Analysis is a far less insistent driver of politics. Governments can, and often do, ignore analysis, even to the point of disaster. Successive US governments were warned time and again by intelligence analysts that they were losing the war in Vietnam. But this was never enough to stop the war. One unmanned Sputnik briefly circulating the planet was, however, enough to release billions of dollars into the successful American effort to put a man on the moon.

IPPC analysis

Until the unfortunate climate summit in Copenhagen in 2009 the politics of climate change was primarily driven by analysis. The Intergovernmental Panel on Climate Change (IPCC) was set up by governments in 1988. Its job is to advice the 120 participating governments on the science of climate change. In the subsequent 26 years it has published five assessment reports based on the published scientific literature on climate change.

Its summary for policy makers is agreed line-by-line by governments and has so far led to climate legislation in 66 countries. Each report has increased confidence in the science of climate change and alerted politicians to the magnitude and urgency of the issue. Copenhagen, however, revealed the depth of the political difficulty of taking their advice. Combined with the aftermath of the banking crisis, this led to a significant lowering of climate change on the agenda of global leaders.

Things are changing

This decline has now been reversed. Among the global leaders who have already put their mark on the issue in the run up to the climate summit in Paris in 2015 are President Obama, President Xi, Chancellor Merkel, President Hollande and Secretary-General Ban Ki Moon. It is not new analysis that has led to the restoration of climate change to the leaders agenda. This has simply reinforced what we already know. It is events, in particular two successive years of extreme weather events all over the world, that are now drawing political leaders back to the issue.

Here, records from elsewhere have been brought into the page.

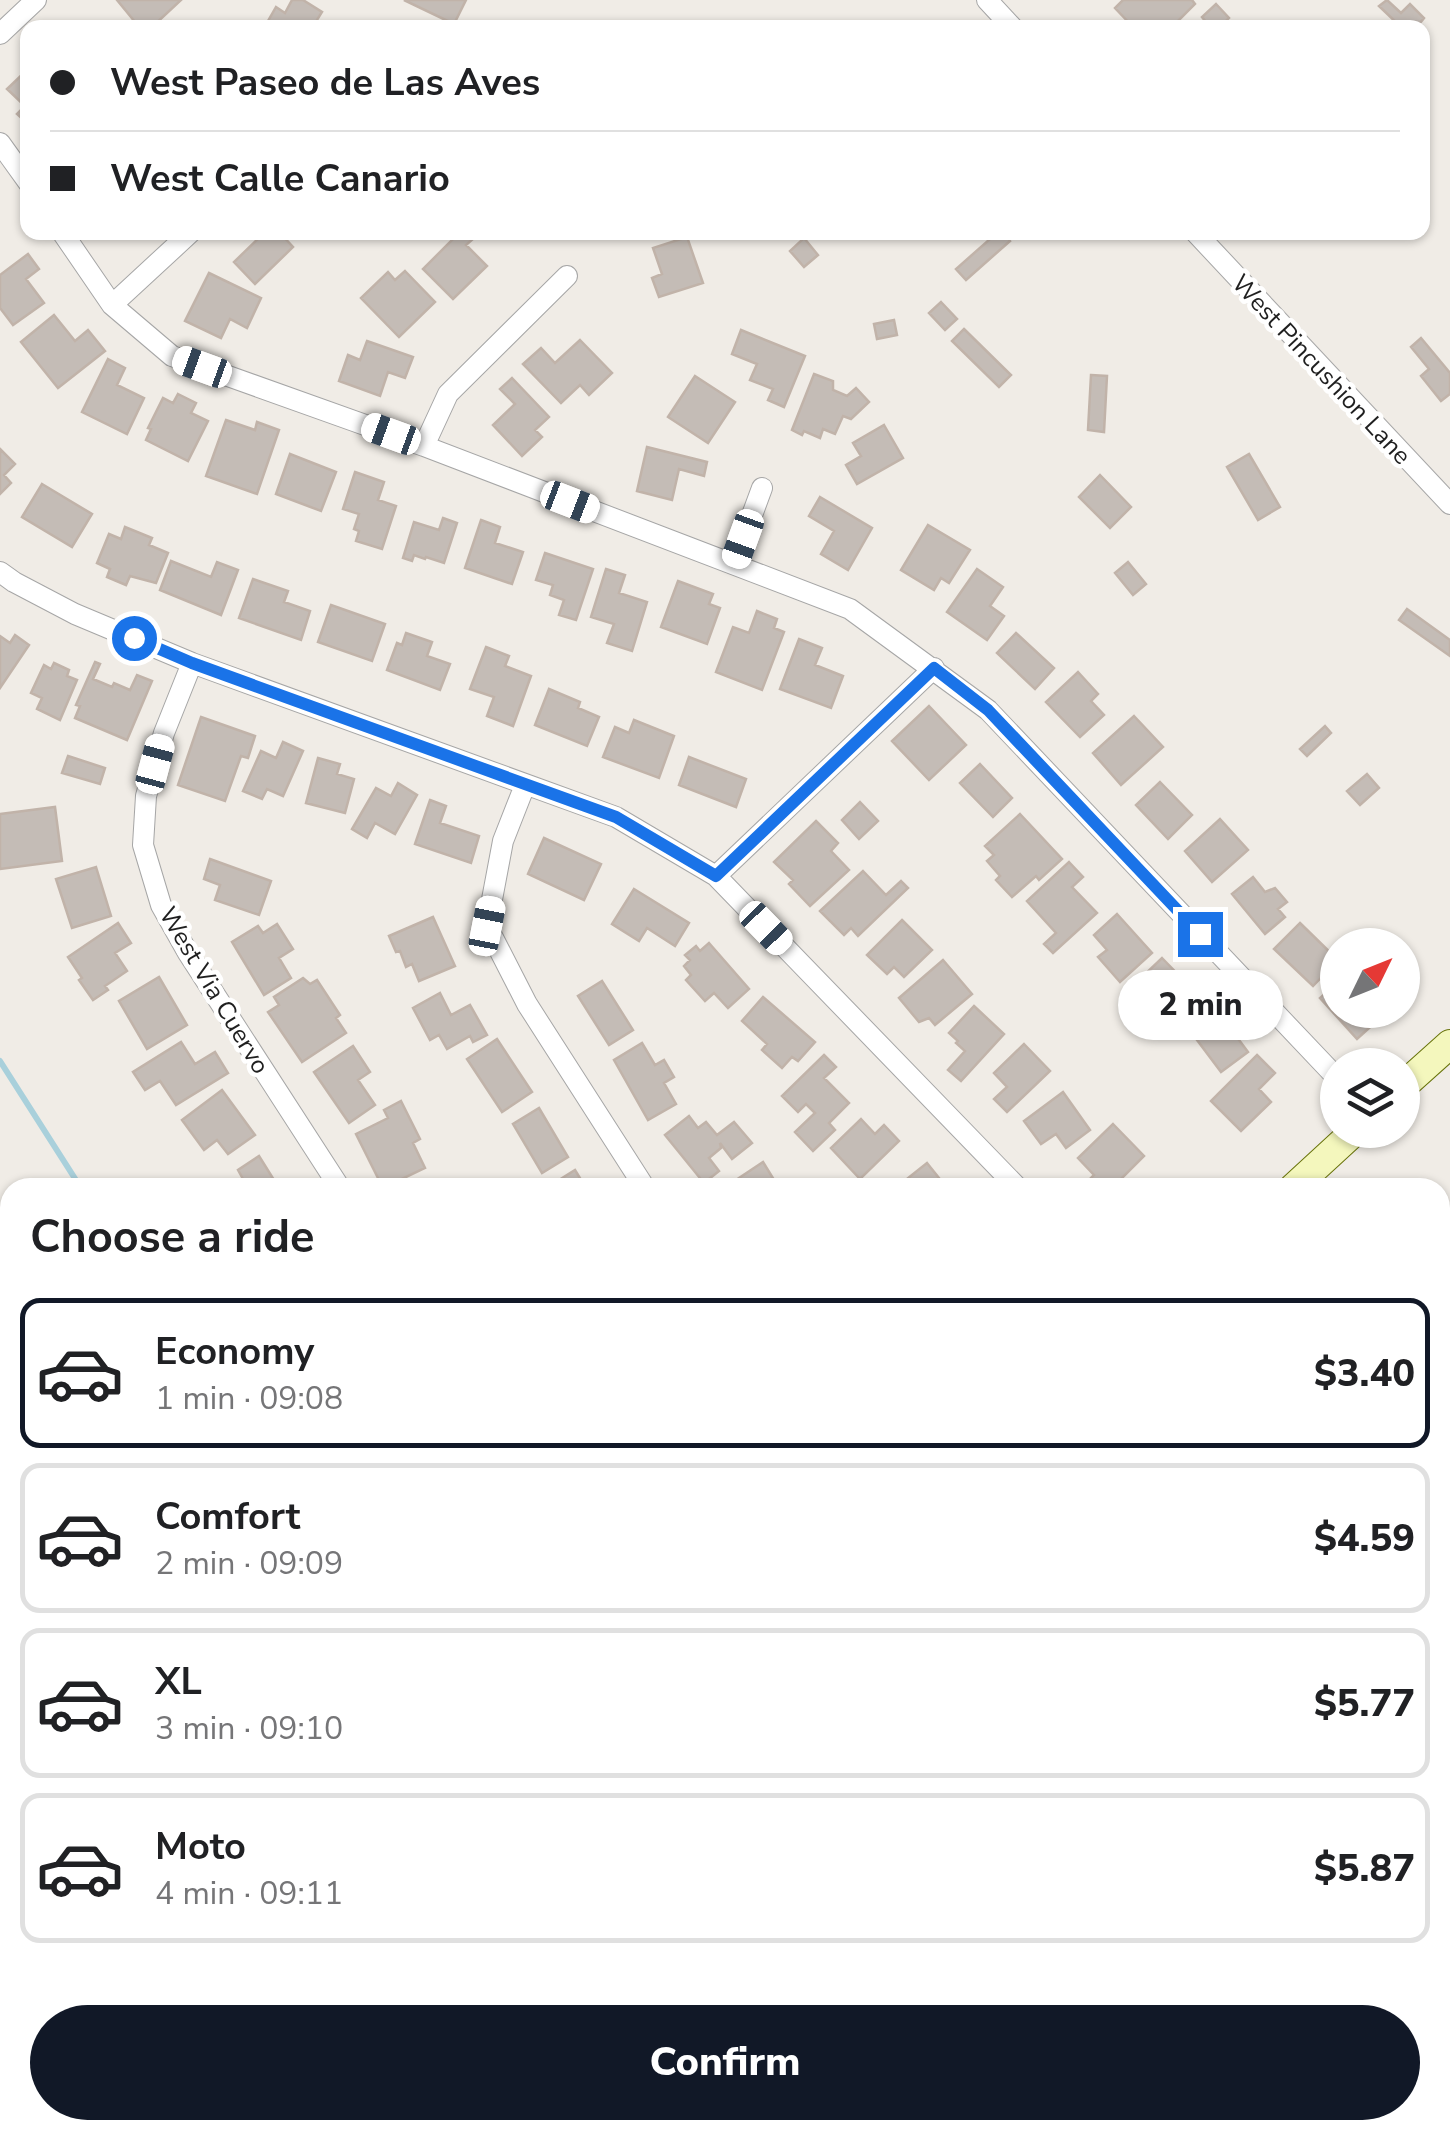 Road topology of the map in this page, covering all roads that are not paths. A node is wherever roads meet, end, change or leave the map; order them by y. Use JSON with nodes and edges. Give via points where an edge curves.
{"nodes":[{"id":1,"x":36,"y":0,"type":"edge"},
{"id":2,"x":987,"y":0,"type":"edge"},
{"id":3,"x":1006,"y":20,"type":"edge"},
{"id":4,"x":0,"y":34,"type":"edge"},
{"id":5,"x":0,"y":143,"type":"edge"},
{"id":6,"x":20,"y":171,"type":"edge"},
{"id":7,"x":67,"y":240,"type":"edge"},
{"id":8,"x":182,"y":240,"type":"edge"},
{"id":9,"x":1202,"y":240,"type":"edge"},
{"id":10,"x":567,"y":276,"type":"dead end"},
{"id":11,"x":112,"y":305,"type":"junction"},
{"id":12,"x":424,"y":446,"type":"junction"},
{"id":13,"x":762,"y":488,"type":"dead end"},
{"id":14,"x":1450,"y":504,"type":"edge"},
{"id":15,"x":734,"y":564,"type":"junction"},
{"id":16,"x":0,"y":572,"type":"edge"},
{"id":17,"x":192,"y":663,"type":"junction"},
{"id":18,"x":934,"y":668,"type":"junction"},
{"id":19,"x":525,"y":785,"type":"junction"},
{"id":20,"x":716,"y":876,"type":"junction"},
{"id":21,"x":1450,"y":1044,"type":"edge"},
{"id":22,"x":1320,"y":1060,"type":"edge"},
{"id":23,"x":1420,"y":1071,"type":"edge"},
{"id":24,"x":1336,"y":1148,"type":"edge"},
{"id":25,"x":334,"y":1178,"type":"edge"},
{"id":26,"x":639,"y":1178,"type":"edge"},
{"id":27,"x":1008,"y":1178,"type":"edge"},
{"id":28,"x":1304,"y":1178,"type":"edge"}],
"edges":[{"from":1,"to":4,"type":"street"},
{"from":2,"to":3,"type":"street"},
{"from":5,"to":6,"type":"street"},
{"from":7,"to":11,"type":"street"},
{"from":8,"to":11,"type":"street"},
{"from":9,"to":14,"type":"street","name":"West Pincushion Lane"},
{"from":10,"to":12,"type":"street","via":[[448,394]]},
{"from":11,"to":12,"type":"street","via":[[172,356]]},
{"from":12,"to":15,"type":"street"},
{"from":13,"to":15,"type":"street"},
{"from":15,"to":18,"type":"street","via":[[850,608]]},
{"from":16,"to":17,"type":"street","via":[[76,614]]},
{"from":17,"to":19,"type":"street"},
{"from":17,"to":25,"type":"street","name":"West Via Cuervo","via":[[146,796],[143,845],[161,905],[188,953]]},
{"from":18,"to":20,"type":"street"},
{"from":18,"to":22,"type":"street","via":[[988,710]]},
{"from":19,"to":20,"type":"street","via":[[616,817]]},
{"from":19,"to":26,"type":"street","via":[[503,840],[487,926],[527,1004]]},
{"from":20,"to":27,"type":"street"},
{"from":21,"to":23,"type":"main road"},
{"from":24,"to":28,"type":"main road"}]}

Extreme weather across the globe

Hurricane Sandy in October 2012 was the most dramatic of a series of extreme weather events that have occurred over the past two years. It inflicted some $68 billion worth of damage to the United States and produced the extraordinarily rare sight of a prominent Republican praising President Obama. But Sandy was only a precursor to an exceptional year of extreme weather events in every part of the world. Temperatures were so high for so long in Australia in 2013 that the weathermen had to add an extra colour, purple, to the weather charts to warn of the dangers of extreme heat. The summer of 2014 has been even hotter.

In the same year China had its wettest May for forty years; California recorded the hottest temperature, 54C, ever recorded anywhere on earth; there was another drought in Brazil; the strongest typhoon ever to strike land devastated the Philippines and Bangladesh recorded its lowest ever temperature. Parts of the UK are still underwater three months after the St Jude storm began an eight week period of continually violent weather.

This is only a partial list of the weather extremes in 2013. Such events are natural occurrences. But not extreme weather events, everywhere on the planet, in the same year.

Carbon burden

These events contributed to an overall loss of about $125 billion in 2013 from natural catastrophes. They are a powerful reminder of the chapter headings in an early James Bond novel: ‘Once is happenstance, twice is coincidence, three times is enemy action.’ It is now clear that we are seeing the beginning of ‘enemy action’ by the climate as it responds to an increased burden of carbon in the atmosphere. The changes we are seeing today are a result of the carbon burden we had added by the end of the seventies.

This has increased global average temperatures by 0.8C. If we continue our current dependence on fossil fuels we could find ourselves in a world that is more than 2C warmer before the middle of the century. Much of what is today considered an extreme weather event may by then be the new normal. In the face of this onrushing flood of events those politicians still subsidising the use of fossil fuels resemble nothing so much as a forlorn, and dangerously irrelevant, King Canute trying to hold back the tide.